To say this week has been difficult for law enforcement is an understatement. The culture of police hate seems to have risen to new heights—and our own are misunderstood, accused, maligned, judged, abandoned by leaders, wounded, and killed.
That takes its toll on officers, and on those who love them.
As the wife of a highway patrolman, I see his inner conflict. I feel his stress.
I hear the comments and know that most of the statements made are out of inflamed half-truths, based on perceptions and not necessarily facts, but now band together to make a movement against all police officers. If you say something over and over it becomes the truth—but that too, is a lie. This breeds a frustration within our officers that quickly can turn to discouragement. How can we defend ourselves when we are accused without evidence? When the media and the public jump on the bandwagon, it seems like everyone in the world is against us.
We as families suffer too. We hear the accusations, the labels, and we know what is being said is not true. We live with them. We know their motivations. We see their souls. We love them because they care about others. And we’ve made many sacrifices ourselves for the public who seems to now reject them.

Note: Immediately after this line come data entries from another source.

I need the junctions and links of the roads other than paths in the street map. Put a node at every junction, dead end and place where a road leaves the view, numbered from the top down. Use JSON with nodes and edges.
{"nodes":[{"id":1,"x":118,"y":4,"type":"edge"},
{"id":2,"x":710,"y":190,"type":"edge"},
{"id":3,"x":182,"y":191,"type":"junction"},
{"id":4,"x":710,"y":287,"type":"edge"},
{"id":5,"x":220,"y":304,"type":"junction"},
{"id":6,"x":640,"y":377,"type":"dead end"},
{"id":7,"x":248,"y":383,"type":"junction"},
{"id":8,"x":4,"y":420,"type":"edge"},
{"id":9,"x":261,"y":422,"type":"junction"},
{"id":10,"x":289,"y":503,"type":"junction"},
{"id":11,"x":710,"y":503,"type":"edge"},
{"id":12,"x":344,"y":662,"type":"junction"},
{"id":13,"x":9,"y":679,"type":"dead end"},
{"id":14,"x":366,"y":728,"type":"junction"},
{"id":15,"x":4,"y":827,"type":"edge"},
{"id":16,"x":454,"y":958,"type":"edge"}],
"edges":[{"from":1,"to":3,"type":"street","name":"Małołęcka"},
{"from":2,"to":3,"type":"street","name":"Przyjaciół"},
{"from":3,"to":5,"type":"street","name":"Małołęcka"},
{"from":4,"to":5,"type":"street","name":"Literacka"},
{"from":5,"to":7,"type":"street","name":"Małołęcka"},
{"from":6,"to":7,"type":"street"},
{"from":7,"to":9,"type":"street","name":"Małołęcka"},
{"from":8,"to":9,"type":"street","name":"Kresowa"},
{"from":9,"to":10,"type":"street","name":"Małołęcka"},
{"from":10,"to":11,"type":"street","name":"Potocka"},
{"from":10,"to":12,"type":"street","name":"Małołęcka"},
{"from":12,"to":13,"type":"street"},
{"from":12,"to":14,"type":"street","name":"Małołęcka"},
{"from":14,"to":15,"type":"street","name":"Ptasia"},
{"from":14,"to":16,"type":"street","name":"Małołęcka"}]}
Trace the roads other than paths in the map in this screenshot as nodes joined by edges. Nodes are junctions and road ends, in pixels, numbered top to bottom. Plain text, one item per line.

In the wake of what we are enduring, how can we support our officers? Here are some thoughts:
- Listen. Officers need a place to vent that is safe. Open ears, close mouth and hear their heart. Don’t panic. Ask questions. It is imperative that our officers open up and process this suffering.
- Unplug. Constant stewing within the rhetoric will not help.

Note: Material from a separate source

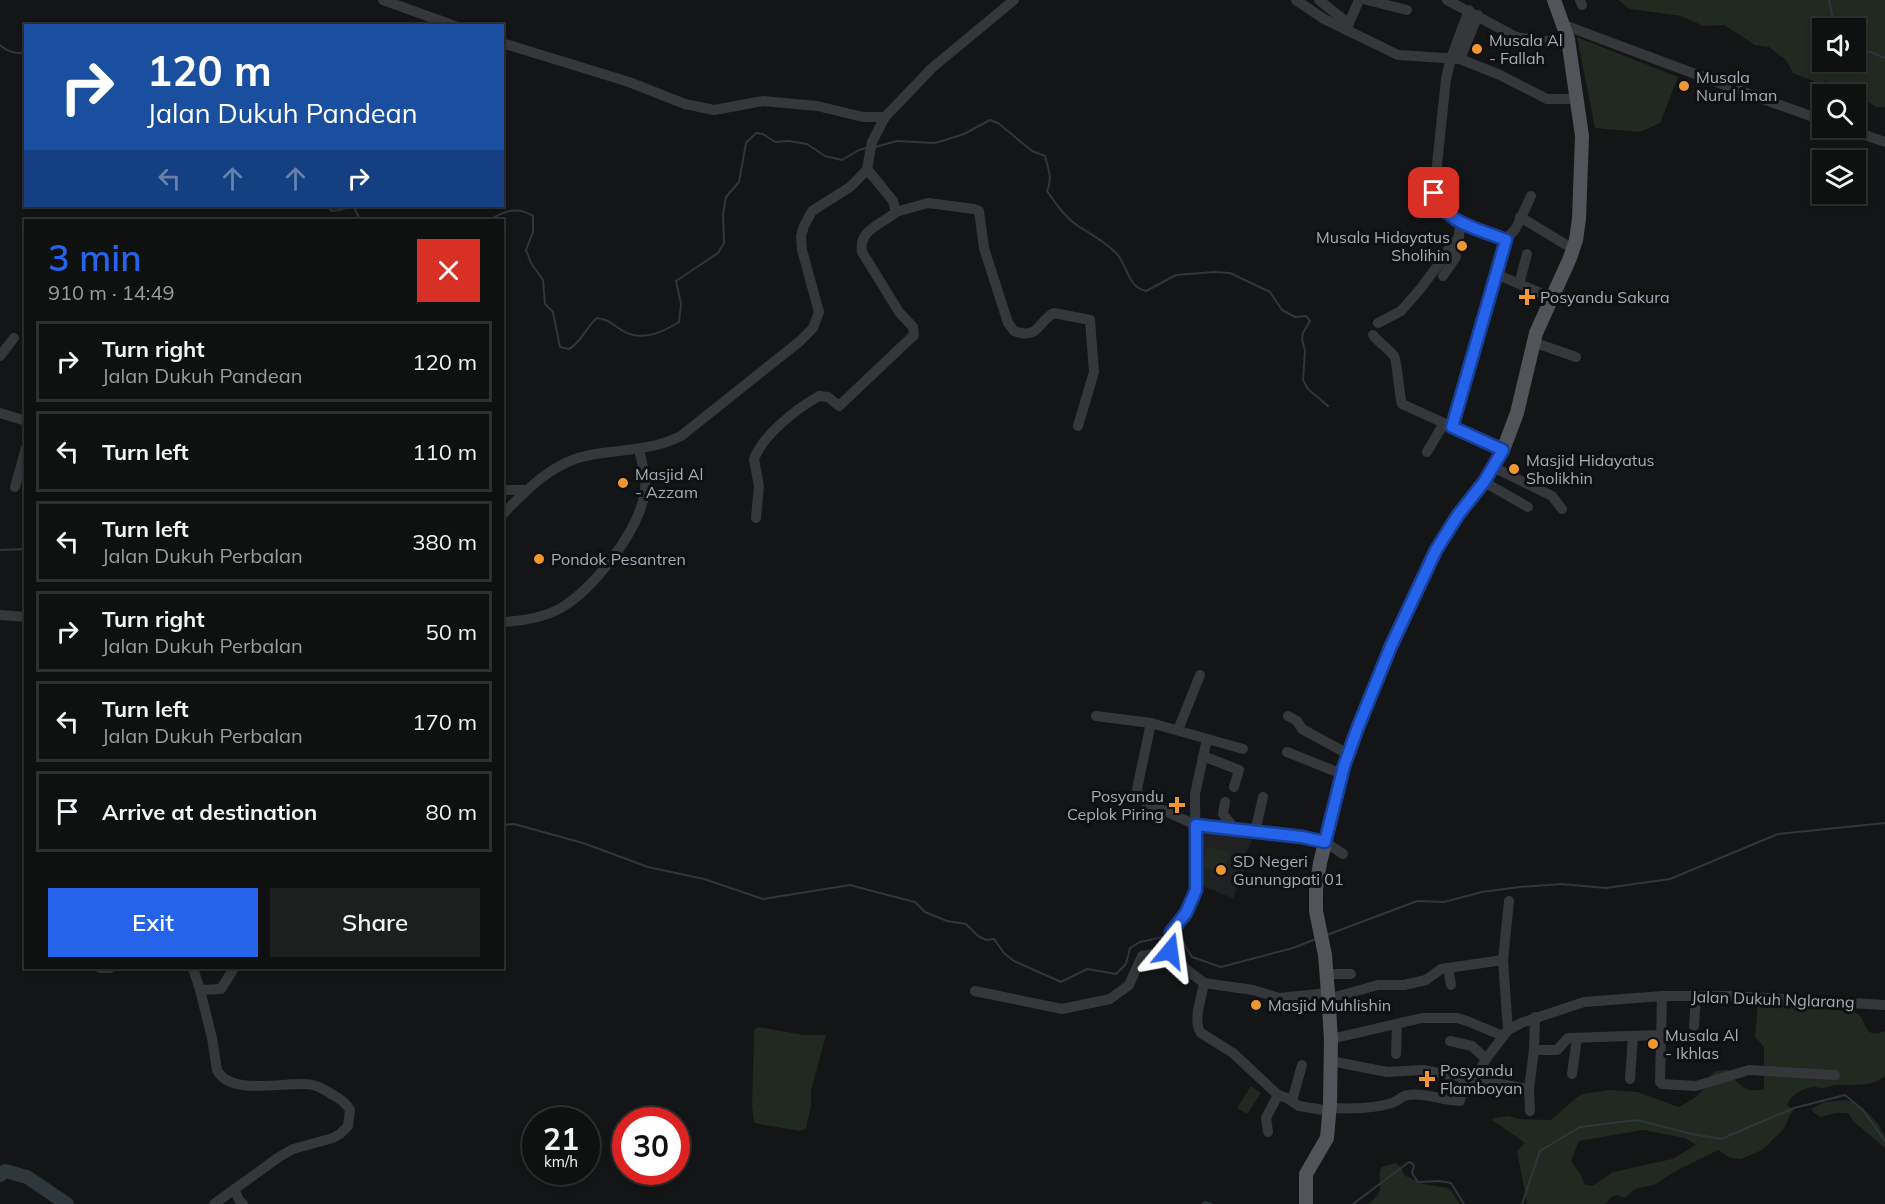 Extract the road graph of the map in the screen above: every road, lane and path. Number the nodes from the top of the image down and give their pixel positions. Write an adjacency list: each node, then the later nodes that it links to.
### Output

- Ensure sleep. It is more critical than ever that officers get the rest they need. REM sleep is the body’s natural way to heal the mind. Massage, sex, calming and positive music, holding them for however long they need, whatever it takes to calm them enough to sleep—do.
- Get away. Day offs need to be quiet and away from the crazy. Escape to the mountains or the beach. Skip rocks, take a walk or a drive, let the quiet restore our souls.
- Meet our officer’s needs while in survival mode. Our officers are working long hours on high alert. Make lunches, pack waters, coffee, protein bars, and cooling towels to help long hours in a car or on the streets. When they’re home, serve healthy meals and let the kids love on them. Keep extra uniforms clean and ready in case he gets called out. Our officers lead a crisis-driven career, and our cities are in crisis.
- Humble Voices when dealing with others. There are many people who understand the value of police officers. There are those who may be on the fence, don’t know what to make of all of this. We can educate others. We can refute the lies, and give valuable insight. But they will not listen if we are not humble.
- Keep mentally healthy. Cry when you need to, vent to another cop wife, go to the gym, get some sleep, whatever is necessary to de-isolate and get your thoughts together. Our officers need us to be strong.
- Lean on our support system. We must find those who are wise, supportive, mature, peaceful, and lean on them to gain perspective. We need to band together as families, but not to bolster hatred. We don’t need more drama; we need calm, rational, mutual understanding.
- Don’t let hurt turn to hate. We’ve already seen what that can do. It is natural to take a defensive posture. It’s a terrible feeling to be judged and maligned. We can’t allow ourselves to go there.
- Most of all, fellow police families, we gotta pray. Not talk about praying, but truly pray. This problem is bigger than what we can handle. It is a spiritual problem. God says that our officers are his servants—the governing authority that keeps the peace He intends. Our officers battle the powerful forces of evil, whether they are a person of faith or not. We must pray for protection, peace, and for God to change hearts and minds.